Garagem Lírica
Marcelo Montenegro publicou seu primeiro livro, Orfanato portátil, em 2003. Desde então, participou de antologias e lançou poemas em revistas, sites e em seu espetáculo Tranqueiras líricas. Quase dez anos depois, o poeta coloca um novo livro na praça, Garagem lírica, e a qualidade revelada em sua primeira obra se mantém.
Uma forte característica de seu primeiro livro é preservada, a de trabalhar a ação (das pessoas, das coisas, das ideias, dos textos) pela captura de momentos reveladores. Como no tira-teima em que conferimos polêmicas futebolísticas, ele congela a imagem para entender o movimento. O poema “Filme”, por exemplo, começa com “Você pede para eu apertar o pause/ e vai ao banheiro/ deixando ao meu lado/ seu cheiro quente/ no travesseiro amassado”. Na volta, o casal ri da imagem parada do ator. Montenegro faz isso muitas vezes − aperta o botão de pause para que enxerguemos melhor algumas coisas. É a poética do instante, que ele faz com maestria.

Suas sacadas, baseadas em espantos, devolvem ao leitor o espanto que virou poesia. “Mapas malucos em muros úmidos./ Bolhas num adesivo./ Dedo cortado por uma página. O espanto é um bairro/ no olhar do meu filho.”
Como um modernista lírico, o cotidiano é farta matéria-prima. “Na quermesse dos sentidos,/ onde a noite troca de pele/ com o dia – O céu esfolado,/ anjos em velocípedes –/ A esfiha que sobra/ na lanchonete que fecha/ Onde o espanto/ lustra seus rifles.” Além de técnica, o poeta precisa ter faro. E saber ver a “Garoa/ que a luz do poste revela”.
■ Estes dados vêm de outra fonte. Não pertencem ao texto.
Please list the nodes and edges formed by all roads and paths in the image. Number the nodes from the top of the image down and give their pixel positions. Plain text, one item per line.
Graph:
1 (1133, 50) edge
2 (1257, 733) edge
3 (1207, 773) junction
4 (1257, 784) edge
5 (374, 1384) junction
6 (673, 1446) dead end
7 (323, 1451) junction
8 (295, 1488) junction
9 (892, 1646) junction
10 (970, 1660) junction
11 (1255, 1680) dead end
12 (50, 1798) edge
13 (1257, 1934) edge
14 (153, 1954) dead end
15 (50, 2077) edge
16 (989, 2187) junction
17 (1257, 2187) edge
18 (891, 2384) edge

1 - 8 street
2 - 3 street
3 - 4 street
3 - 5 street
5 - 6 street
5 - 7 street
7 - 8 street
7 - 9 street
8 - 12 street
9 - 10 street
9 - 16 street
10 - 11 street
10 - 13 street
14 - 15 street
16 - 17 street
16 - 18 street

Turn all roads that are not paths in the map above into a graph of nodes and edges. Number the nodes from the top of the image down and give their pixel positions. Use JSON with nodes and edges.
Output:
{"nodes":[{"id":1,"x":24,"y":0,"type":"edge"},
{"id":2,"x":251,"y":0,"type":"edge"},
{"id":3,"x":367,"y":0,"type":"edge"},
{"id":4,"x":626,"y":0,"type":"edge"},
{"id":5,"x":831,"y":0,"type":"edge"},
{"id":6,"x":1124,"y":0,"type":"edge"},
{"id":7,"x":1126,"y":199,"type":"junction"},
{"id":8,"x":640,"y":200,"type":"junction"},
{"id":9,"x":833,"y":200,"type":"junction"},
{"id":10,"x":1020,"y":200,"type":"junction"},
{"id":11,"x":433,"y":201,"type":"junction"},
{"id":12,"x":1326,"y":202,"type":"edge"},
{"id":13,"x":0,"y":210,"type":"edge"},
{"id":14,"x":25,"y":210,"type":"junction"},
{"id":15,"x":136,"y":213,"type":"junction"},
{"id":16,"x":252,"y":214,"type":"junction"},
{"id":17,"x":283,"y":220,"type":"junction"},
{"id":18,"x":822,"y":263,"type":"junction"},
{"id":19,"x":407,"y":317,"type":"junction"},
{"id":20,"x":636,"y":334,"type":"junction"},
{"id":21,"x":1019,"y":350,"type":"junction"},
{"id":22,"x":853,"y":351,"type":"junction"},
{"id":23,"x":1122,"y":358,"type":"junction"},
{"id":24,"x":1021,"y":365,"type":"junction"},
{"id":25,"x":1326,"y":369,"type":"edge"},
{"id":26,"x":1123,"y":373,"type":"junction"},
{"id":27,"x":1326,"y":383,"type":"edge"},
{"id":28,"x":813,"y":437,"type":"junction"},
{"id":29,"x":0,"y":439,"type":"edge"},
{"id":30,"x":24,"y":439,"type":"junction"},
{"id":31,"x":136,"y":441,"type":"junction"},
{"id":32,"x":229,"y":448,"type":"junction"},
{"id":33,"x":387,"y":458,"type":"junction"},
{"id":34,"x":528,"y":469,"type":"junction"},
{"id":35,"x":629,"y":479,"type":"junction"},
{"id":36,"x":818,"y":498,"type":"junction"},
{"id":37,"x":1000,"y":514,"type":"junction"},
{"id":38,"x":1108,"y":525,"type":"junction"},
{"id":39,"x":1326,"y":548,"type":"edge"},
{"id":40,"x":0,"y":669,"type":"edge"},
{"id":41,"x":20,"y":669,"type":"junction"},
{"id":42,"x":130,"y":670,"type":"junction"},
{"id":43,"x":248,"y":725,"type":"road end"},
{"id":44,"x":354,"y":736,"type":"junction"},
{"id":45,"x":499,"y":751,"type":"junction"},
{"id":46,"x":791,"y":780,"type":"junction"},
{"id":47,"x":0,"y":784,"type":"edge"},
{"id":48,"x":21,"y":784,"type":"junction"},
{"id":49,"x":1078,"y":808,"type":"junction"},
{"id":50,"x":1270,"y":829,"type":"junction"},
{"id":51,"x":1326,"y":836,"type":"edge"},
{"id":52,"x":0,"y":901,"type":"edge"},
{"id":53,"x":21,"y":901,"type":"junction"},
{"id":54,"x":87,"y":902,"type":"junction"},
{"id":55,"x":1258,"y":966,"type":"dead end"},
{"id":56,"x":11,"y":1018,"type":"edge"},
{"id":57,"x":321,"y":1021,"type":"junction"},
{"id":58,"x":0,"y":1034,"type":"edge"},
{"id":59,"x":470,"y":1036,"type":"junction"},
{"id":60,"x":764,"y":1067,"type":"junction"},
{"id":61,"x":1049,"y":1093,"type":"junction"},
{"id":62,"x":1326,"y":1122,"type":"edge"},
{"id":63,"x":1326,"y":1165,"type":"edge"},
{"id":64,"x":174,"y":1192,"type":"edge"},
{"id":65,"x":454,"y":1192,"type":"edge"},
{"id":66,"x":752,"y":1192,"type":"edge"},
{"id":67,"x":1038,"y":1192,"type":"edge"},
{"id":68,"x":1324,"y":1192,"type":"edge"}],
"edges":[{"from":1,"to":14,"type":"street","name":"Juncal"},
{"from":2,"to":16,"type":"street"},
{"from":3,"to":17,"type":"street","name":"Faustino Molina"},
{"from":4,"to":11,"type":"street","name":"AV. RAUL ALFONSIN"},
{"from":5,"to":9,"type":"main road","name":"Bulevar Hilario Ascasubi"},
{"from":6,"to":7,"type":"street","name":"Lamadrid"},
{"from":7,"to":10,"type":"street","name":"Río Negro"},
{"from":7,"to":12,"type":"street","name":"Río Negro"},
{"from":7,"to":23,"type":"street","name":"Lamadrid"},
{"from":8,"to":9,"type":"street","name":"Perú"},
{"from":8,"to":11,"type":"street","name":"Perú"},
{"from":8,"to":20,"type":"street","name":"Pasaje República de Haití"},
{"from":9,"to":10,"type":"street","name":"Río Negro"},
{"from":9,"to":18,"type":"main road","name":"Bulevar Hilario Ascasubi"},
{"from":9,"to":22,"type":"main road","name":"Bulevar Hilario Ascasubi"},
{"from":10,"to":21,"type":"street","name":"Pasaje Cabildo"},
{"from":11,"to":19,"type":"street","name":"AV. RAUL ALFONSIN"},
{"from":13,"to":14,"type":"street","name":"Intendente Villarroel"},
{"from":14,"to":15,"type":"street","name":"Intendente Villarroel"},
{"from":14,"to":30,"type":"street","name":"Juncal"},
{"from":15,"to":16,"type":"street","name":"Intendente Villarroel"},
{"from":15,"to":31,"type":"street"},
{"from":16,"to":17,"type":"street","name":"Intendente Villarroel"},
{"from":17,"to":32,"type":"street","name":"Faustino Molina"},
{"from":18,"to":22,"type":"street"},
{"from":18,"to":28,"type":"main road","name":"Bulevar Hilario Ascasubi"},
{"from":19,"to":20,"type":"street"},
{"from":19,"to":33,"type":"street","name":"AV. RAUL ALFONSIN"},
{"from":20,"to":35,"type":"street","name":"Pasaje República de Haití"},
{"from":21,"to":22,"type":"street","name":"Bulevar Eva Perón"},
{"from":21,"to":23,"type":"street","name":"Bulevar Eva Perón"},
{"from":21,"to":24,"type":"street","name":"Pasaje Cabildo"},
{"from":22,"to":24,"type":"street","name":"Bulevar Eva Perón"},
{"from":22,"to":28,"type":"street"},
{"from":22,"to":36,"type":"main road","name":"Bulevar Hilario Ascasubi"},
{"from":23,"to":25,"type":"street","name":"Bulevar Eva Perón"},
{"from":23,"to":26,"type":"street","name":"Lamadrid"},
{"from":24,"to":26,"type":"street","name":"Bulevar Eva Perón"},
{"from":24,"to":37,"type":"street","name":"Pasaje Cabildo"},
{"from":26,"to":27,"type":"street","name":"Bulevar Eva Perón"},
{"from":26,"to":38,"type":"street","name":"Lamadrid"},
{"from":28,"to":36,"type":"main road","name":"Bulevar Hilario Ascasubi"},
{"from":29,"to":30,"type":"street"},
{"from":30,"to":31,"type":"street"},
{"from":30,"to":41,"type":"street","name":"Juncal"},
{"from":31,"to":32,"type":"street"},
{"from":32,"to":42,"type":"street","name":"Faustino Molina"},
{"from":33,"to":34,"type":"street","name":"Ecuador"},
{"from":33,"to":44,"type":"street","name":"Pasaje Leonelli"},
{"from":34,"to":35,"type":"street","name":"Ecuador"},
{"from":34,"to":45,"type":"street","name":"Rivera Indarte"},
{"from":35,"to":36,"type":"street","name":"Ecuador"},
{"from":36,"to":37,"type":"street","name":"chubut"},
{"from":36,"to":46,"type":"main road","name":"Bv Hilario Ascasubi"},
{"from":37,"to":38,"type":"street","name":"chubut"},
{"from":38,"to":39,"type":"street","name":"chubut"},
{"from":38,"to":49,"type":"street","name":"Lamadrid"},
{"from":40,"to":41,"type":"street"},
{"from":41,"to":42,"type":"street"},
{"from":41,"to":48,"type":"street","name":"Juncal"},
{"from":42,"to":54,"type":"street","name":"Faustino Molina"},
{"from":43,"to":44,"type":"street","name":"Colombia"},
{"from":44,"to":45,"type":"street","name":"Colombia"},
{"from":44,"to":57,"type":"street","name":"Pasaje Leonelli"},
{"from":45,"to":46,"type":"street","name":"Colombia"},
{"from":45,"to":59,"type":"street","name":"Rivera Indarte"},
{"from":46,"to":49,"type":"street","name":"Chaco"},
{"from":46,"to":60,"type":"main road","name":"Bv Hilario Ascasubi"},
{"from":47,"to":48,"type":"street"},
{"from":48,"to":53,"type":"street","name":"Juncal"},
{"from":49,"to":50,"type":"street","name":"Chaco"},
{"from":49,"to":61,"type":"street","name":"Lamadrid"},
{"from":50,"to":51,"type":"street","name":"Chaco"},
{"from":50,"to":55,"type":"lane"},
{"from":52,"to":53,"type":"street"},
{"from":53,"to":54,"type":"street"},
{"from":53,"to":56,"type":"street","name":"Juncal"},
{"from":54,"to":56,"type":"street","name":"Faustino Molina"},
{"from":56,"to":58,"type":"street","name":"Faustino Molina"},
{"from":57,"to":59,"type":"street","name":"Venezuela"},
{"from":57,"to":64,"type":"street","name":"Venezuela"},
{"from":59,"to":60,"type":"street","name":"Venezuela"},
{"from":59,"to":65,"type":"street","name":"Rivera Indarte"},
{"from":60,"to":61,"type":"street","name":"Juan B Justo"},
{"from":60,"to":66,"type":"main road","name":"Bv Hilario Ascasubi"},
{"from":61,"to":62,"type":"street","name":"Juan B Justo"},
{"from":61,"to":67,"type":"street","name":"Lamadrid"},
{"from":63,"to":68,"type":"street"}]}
No fim do livro, Montenegro arrola suas referências. Isso ajuda a compreender seu universo e seus diálogos (com a prosa, o cinema, a música, o cult, o pop), mas é em seus poemas que ele expõe seus métodos (ou fórmulas). E o lugar de onde o poeta observa a poesia das coisas é interessante. Seu olhar é o de um diretor de cinema que prescinde das aparelhagens todas. Ao mostrar o que pode ser encontrado em casa, na rua, em leituras aparentemente despretensiosas e em conversas com amigos, é como se ele democratizasse a poesia.